St. George and the Dragon
by Dinah Maria Craik
"Dieu et Mon Droit"
What, weeping, weeping, my little son
Angry tears like that great commander
Because of dragons is left not one
To be a new Cappadocian scourge
For your bold slaying
In grand arraying,
Mounted alone, eh?
On Shetland pony
A knight all perfect, a young St. George?
Come sit at my knee, my little son:
Sit at my knee and mend your wagon: -
Full many a dragon
You'll have to fight with ere life be done.
Come, shall I tell you of three or four --
For you to battle,
When mother's sleeping
Where all your weeping
Will not awaken her any more?
First, there's a creature whose name is Sloth
Looks like a lizard, creeping on sleekly
Simple and weakly,
Powerless to injure however wroth:
But slay him, my lad, or he'll slay you!
Crawling and winding,
Twisting and binding:
Break from him, tramp on him
And as you stamp on him
You'll be St. George and the dragon anew.
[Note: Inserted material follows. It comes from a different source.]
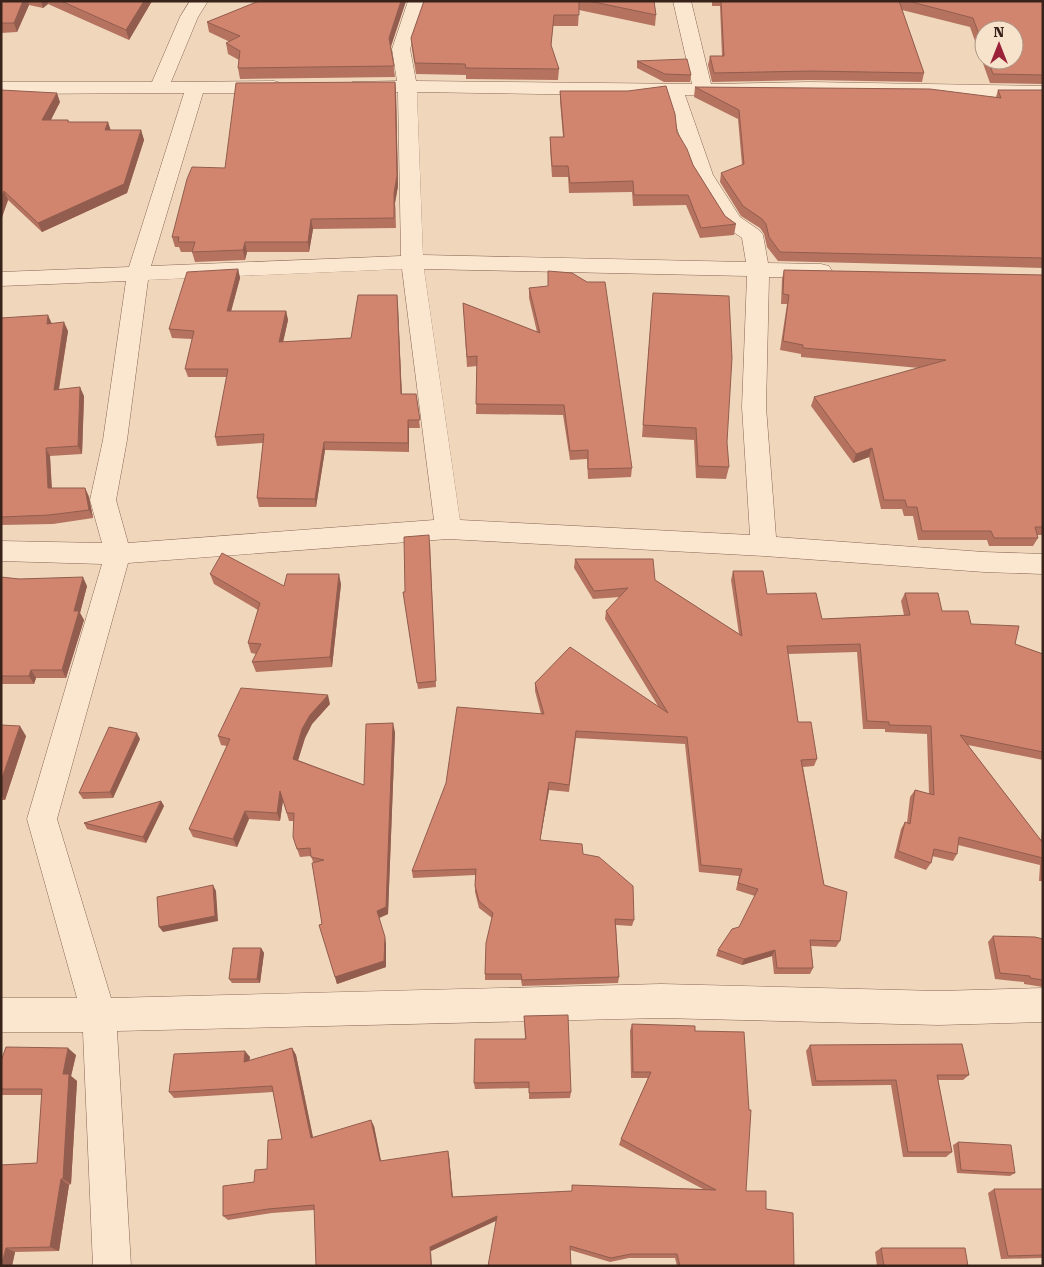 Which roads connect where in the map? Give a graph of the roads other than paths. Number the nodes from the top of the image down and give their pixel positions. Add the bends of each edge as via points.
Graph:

Then there's a monster - so fair at first,
Called Ease, or Comfort, or harmless Pleasure;
Born of smooth Leisure -
On Luxury's lap delicious nurst;
Who'd buy your soul if you'd sell it — just
To catch one minute
With joyance on it
Or ward off sorrow
Until to-morrow –
Trample him, trample him into dust!
One more — the reptile yclept False Shame,.
That silently drags its feltered length on,
And tries its strength on
Many a spirit else pure from blame;
But up and at him your courser urge!
Smite hard, I trow, hard
The moral coward,
At throne or altar,
Nor once, once falter -
And be my own son, my brave St. George!
St. George and the dragon — ah, my boy,
There are many old dragons left, world-scourges,
And few St. Georges —
There's much of labor and little of joy!
But on with you — on to the endless fight -
Your sword firm buckle,
To no man truckle,
Wave your bold flag on
And slay your dragon.
St. George for ever! God and my right!
Dinah Craik is best known as a novelist, particularly for John Halifax, Gentleman, but like many successful women authors in the nineteenth century, she wrote in a very wide variety of genres, including didactic works and book-length fairy tales. I like this layered handling of the tale of St. George, which is clearly influenced, albeit not slavishly, by Spenser's The Faerie Queene.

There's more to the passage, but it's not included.